## Task prompt
Locate each line below that includes "highway" and reproduce it.

## Data shown

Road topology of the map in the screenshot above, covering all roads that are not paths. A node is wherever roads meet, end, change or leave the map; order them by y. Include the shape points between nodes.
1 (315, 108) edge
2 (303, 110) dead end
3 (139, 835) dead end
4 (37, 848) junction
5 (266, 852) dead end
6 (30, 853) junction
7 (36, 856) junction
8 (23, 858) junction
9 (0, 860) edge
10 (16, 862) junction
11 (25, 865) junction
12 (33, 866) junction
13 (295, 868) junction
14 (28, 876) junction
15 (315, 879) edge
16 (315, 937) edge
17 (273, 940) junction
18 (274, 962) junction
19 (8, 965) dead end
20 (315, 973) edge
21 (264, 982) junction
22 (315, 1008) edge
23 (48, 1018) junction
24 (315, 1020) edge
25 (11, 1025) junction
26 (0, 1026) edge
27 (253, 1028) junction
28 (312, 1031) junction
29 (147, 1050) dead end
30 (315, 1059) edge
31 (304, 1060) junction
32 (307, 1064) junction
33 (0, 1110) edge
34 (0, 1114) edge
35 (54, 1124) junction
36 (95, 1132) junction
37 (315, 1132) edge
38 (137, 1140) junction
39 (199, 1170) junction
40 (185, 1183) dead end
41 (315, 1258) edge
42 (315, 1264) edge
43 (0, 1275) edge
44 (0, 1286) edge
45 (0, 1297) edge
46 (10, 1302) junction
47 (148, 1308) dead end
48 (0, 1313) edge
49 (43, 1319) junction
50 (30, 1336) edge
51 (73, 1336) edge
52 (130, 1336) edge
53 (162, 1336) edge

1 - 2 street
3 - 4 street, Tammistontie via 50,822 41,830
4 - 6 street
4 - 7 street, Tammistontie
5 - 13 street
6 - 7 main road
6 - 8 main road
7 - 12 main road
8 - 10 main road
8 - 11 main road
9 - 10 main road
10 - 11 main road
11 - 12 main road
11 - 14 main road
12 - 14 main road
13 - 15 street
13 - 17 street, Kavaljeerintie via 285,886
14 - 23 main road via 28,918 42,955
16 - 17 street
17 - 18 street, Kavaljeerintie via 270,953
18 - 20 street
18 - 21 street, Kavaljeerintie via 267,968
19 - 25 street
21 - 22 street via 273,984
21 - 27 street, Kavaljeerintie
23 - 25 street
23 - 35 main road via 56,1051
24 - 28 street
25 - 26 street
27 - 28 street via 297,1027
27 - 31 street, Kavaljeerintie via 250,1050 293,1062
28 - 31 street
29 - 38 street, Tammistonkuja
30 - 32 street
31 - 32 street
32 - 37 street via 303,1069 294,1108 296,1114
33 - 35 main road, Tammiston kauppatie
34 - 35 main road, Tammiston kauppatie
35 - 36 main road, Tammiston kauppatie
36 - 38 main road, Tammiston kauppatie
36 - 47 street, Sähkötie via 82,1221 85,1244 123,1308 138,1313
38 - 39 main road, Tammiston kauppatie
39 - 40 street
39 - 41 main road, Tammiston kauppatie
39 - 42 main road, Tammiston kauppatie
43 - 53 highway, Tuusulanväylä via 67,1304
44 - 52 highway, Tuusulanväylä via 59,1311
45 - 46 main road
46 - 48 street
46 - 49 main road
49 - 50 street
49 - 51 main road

## Task result
43 - 53 highway, Tuusulanväylä via 67,1304
44 - 52 highway, Tuusulanväylä via 59,1311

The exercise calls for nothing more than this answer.